> What the task asks:
Line by line, please look for the word "lane" in the following records, then copy each line you find it in.

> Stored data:

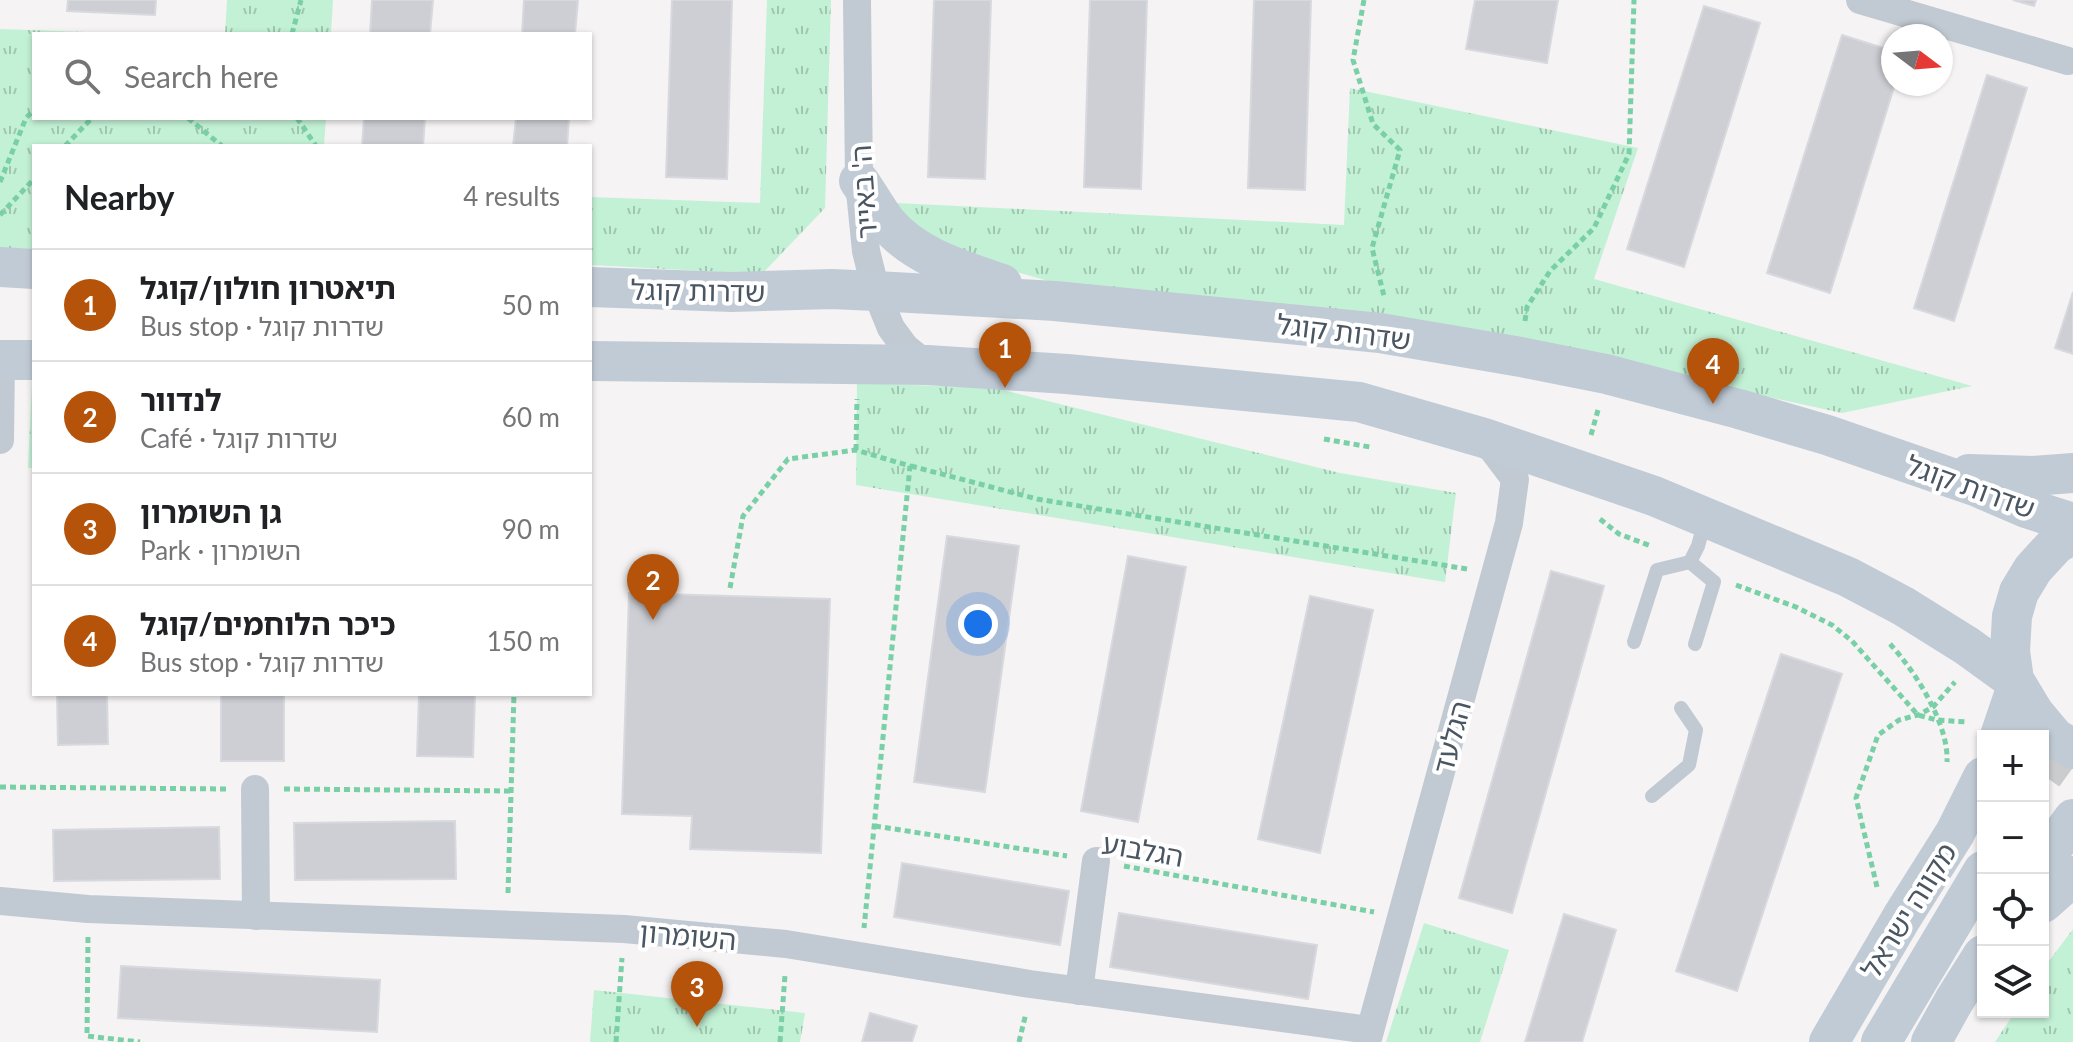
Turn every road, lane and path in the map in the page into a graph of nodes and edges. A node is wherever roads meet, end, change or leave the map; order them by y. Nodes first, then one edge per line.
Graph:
1 (301, 0) edge
2 (857, 0) edge
3 (1364, 0) edge
4 (1634, 0) edge
5 (1860, 0) edge
6 (293, 32) edge
7 (2068, 61) dead end
8 (32, 112) edge
9 (90, 120) edge
10 (190, 120) edge
11 (298, 120) edge
12 (67, 144) edge
13 (220, 144) edge
14 (315, 144) edge
15 (32, 181) edge
16 (859, 181) junction
17 (0, 182) edge
18 (0, 215) edge
19 (0, 267) edge
20 (32, 269) edge
21 (592, 287) edge
22 (876, 291) junction
23 (1055, 301) junction
24 (1380, 333) junction
25 (1521, 357) junction
26 (12, 360) edge
27 (592, 361) edge
28 (855, 365) junction
29 (927, 365) junction
30 (1606, 374) junction
31 (1312, 438) dead end
32 (1484, 438) junction
33 (0, 440) edge
34 (1371, 447) dead end
35 (856, 450) junction
36 (1910, 463) junction
37 (910, 466) junction
38 (1581, 472) junction
39 (2073, 473) edge
40 (1610, 515) dead end
41 (1706, 517) junction
42 (2073, 523) edge
43 (2073, 534) edge
44 (1690, 562) junction
45 (1495, 574) junction
46 (730, 588) dead end
47 (1884, 637) dead end
48 (1634, 642) dead end
49 (1695, 644) dead end
50 (2016, 683) junction
51 (514, 696) edge
52 (1933, 707) dead end
53 (1681, 708) dead end
54 (2002, 730) edge
55 (2073, 749) edge
56 (255, 789) dead end
57 (1977, 789) edge
58 (1652, 796) dead end
59 (2073, 819) edge
60 (875, 826) junction
61 (2049, 853) edge
62 (1096, 861) junction
63 (1981, 874) edge
64 (2073, 876) edge
65 (2049, 898) edge
66 (0, 901) edge
67 (88, 909) junction
68 (256, 916) junction
69 (1402, 917) junction
70 (507, 925) junction
71 (1898, 925) junction
72 (624, 929) junction
73 (786, 944) junction
74 (861, 957) junction
75 (1977, 965) edge
76 (1977, 973) edge
77 (1079, 991) junction
78 (1954, 1001) junction
79 (1369, 1036) edge
80 (140, 1042) edge
81 (616, 1042) edge
82 (780, 1042) edge
83 (1829, 1042) edge
84 (1881, 1042) edge
85 (1931, 1042) edge

1 - 6 path
2 - 16 street, ה' באייר
3 - 24 path
4 - 25 path
5 - 7 street
8 - 17 path
9 - 12 path
10 - 13 path
11 - 14 path
15 - 18 path
16 - 22 street, ה' באייר
16 - 23 street
19 - 20 street
21 - 22 street, שדרות קוגל
22 - 23 street, שדרות קוגל
22 - 29 street, ה' באייר
23 - 24 street, שדרות קוגל
24 - 25 street, שדרות קוגל
25 - 30 street, שדרות קוגל
26 - 33 street
27 - 28 street
28 - 29 street
28 - 35 path
29 - 32 street
30 - 36 street, שדרות קוגל
30 - 38 path
31 - 34 path
32 - 38 street
32 - 45 street, הגלעד
35 - 37 path
35 - 46 path
36 - 39 street
36 - 42 street, שדרות קוגל
37 - 45 path
37 - 60 path
38 - 41 street
40 - 44 path
41 - 44 lane
41 - 50 street
43 - 50 street
44 - 48 lane
44 - 49 lane
44 - 71 path
45 - 69 street, הגלעד
47 - 52 path
50 - 54 street
50 - 55 street
51 - 70 path
53 - 58 lane
56 - 68 street
57 - 71 street, מקווה ישראל
59 - 61 street
60 - 62 path, הגלבוע
60 - 74 path
62 - 69 path, הגלבוע
62 - 77 street
63 - 84 street
64 - 65 street
66 - 67 street, השומרון
67 - 68 street, השומרון
67 - 80 path
68 - 70 street, השומרון
69 - 79 street, הגלעד
70 - 72 street, השומרון
71 - 83 street, מקווה ישראל
72 - 73 street, השומרון
72 - 81 path
73 - 74 street, השומרון
73 - 82 path
74 - 77 street, השומרון
75 - 78 street
76 - 78 street
77 - 79 street, השומרון
78 - 85 street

> Response to the task:
Turn every road, lane and path in the map in the page into a graph of nodes and edges. A node is wherever roads meet, end, change or leave the map; order them by y. Nodes first, then one edge per line.
41 - 44 lane
44 - 48 lane
44 - 49 lane
53 - 58 lane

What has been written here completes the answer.